▶ **WORK ORDER**
Give the number of lines in the entries that contain "Japodska". State only the count.

▶ **EXERCISE DATA**
= = =

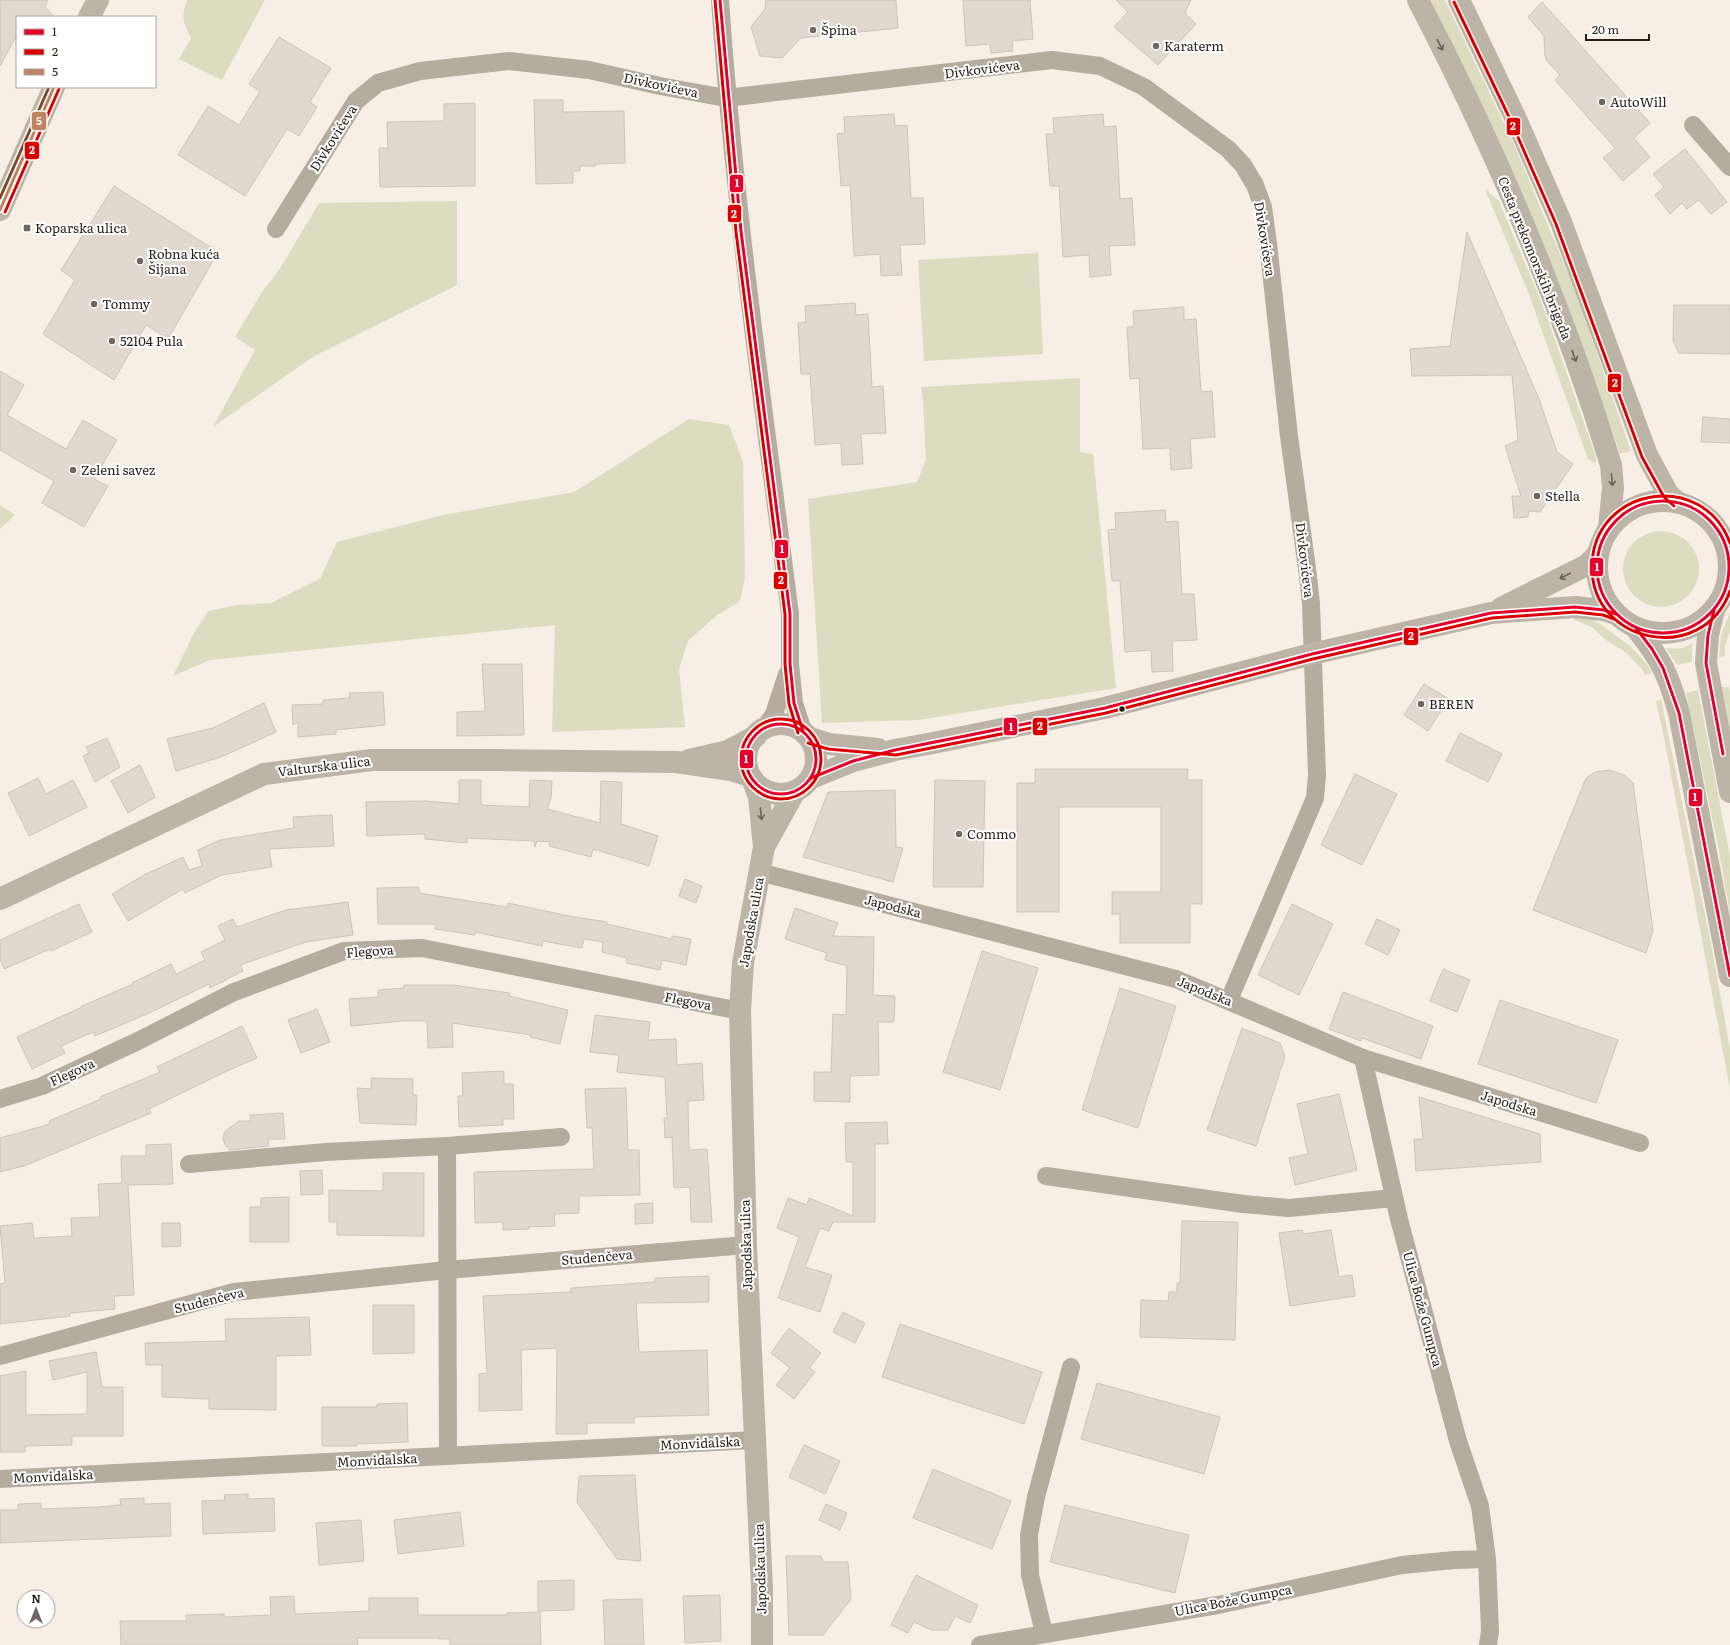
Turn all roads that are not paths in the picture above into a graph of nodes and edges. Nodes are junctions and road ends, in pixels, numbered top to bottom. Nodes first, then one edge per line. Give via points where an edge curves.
1 (98, 0) edge
2 (720, 0) edge
3 (1418, 0) edge
4 (1459, 0) edge
5 (90, 16) edge
6 (54, 88) edge
7 (726, 98) junction
8 (1693, 125) dead end
9 (1730, 167) edge
10 (0, 210) edge
11 (276, 229) dead end
12 (1677, 502) junction
13 (1721, 524) edge
14 (1609, 528) junction
15 (1597, 554) junction
16 (1728, 586) edge
17 (1714, 610) junction
18 (1491, 613) junction
19 (1616, 614) junction
20 (1636, 628) junction
21 (1312, 654) junction
22 (790, 664) junction
23 (760, 732) junction
24 (806, 735) junction
25 (895, 750) junction
26 (676, 762) junction
27 (752, 778) junction
28 (811, 778) junction
29 (795, 792) junction
30 (1730, 792) edge
31 (764, 847) junction
32 (759, 872) junction
33 (0, 899) edge
34 (1730, 976) edge
35 (1229, 1000) junction
36 (740, 1011) junction
37 (1363, 1058) junction
38 (0, 1099) edge
39 (561, 1137) dead end
40 (1640, 1143) dead end
41 (447, 1146) junction
42 (189, 1164) dead end
43 (1046, 1176) dead end
44 (1394, 1198) junction
45 (746, 1245) junction
46 (447, 1270) junction
47 (0, 1356) edge
48 (1071, 1367) dead end
49 (754, 1440) junction
50 (448, 1456) junction
51 (0, 1479) edge
52 (1487, 1559) junction
53 (1044, 1634) junction
54 (762, 1645) edge
55 (980, 1645) edge
56 (1488, 1645) edge

1 - 5 street
2 - 7 street
3 -> 14 street, Cesta prekomorskih brigada via 1500,171 1554,300 1611,465 1613,488
4 - 12 street via 1515,117 1561,222 1650,460 1668,494
6 - 10 street
7 - 11 street, Divkovićeva via 589,70 509,62 420,71 378,83 356,101
7 - 21 street, Divkovićeva via 1052,60 1100,66 1144,87 1228,149 1243,165 1255,185 1263,207 1308,576
7 - 22 street via 790,614
8 - 9 street
12 - 13 street
12 - 14 street via 1654,501 1642,504 1620,516
13 - 16 street via 1729,563
14 - 15 street
15 -> 18 street via 1587,565
15 - 19 street via 1596,567 1601,592 1606,603
16 - 17 street
17 - 20 street via 1695,625 1671,633
17 - 30 street via 1708,636 1706,663
18 - 19 street via 1575,607
18 - 21 street
19 - 20 street
20 - 34 street via 1662,663 1672,685
21 - 25 street via 1105,708
21 - 35 street, Divkovićeva via 1316,731 1315,798
22 - 23 street via 774,714
22 - 24 street via 794,703
23 - 24 street via 784,724
23 - 26 street, Valturska ulica via 728,751
23 - 27 street via 746,755
24 - 25 street via 829,744
24 - 28 street via 814,748 816,758
25 - 28 street via 853,761
26 - 27 street, Valturska ulica via 731,770
26 - 33 street, Valturska ulica via 372,760 264,774
27 - 29 street via 762,789 772,793
27 -> 31 street, Japodska ulica via 759,797
28 - 29 street
29 - 31 street, Japodska ulica
31 - 32 street, Japodska ulica
32 - 35 street, Japodska via 1176,979
32 - 36 street, Japodska ulica via 743,963
35 - 37 street, Japodska
36 - 38 street, Flegova via 422,948 344,951 234,992 42,1086
36 - 45 street, Japodska ulica
37 - 40 street, Japodska
37 - 44 street, Ulica Bože Gumpca
39 - 41 street
41 - 42 street via 326,1152
41 - 46 street
43 - 44 street via 1243,1204 1289,1208
44 - 52 street, Ulica Bože Gumpca via 1458,1440 1480,1506
45 - 46 street, Studenčeva
45 - 49 street, Japodska ulica
46 - 47 street, Studenčeva via 234,1292
46 - 50 street
48 - 53 street via 1036,1497 1029,1535 1030,1575
49 - 50 street, Monvidalska
49 - 54 street, Japodska ulica via 762,1589
50 - 51 street, Monvidalska
52 - 53 street, Ulica Bože Gumpca via 1402,1565 1218,1604
52 - 56 street, Ulica Bože Gumpca via 1490,1631
53 - 55 street, Ulica Bože Gumpca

= = =

▶ **FINAL ANSWER**
10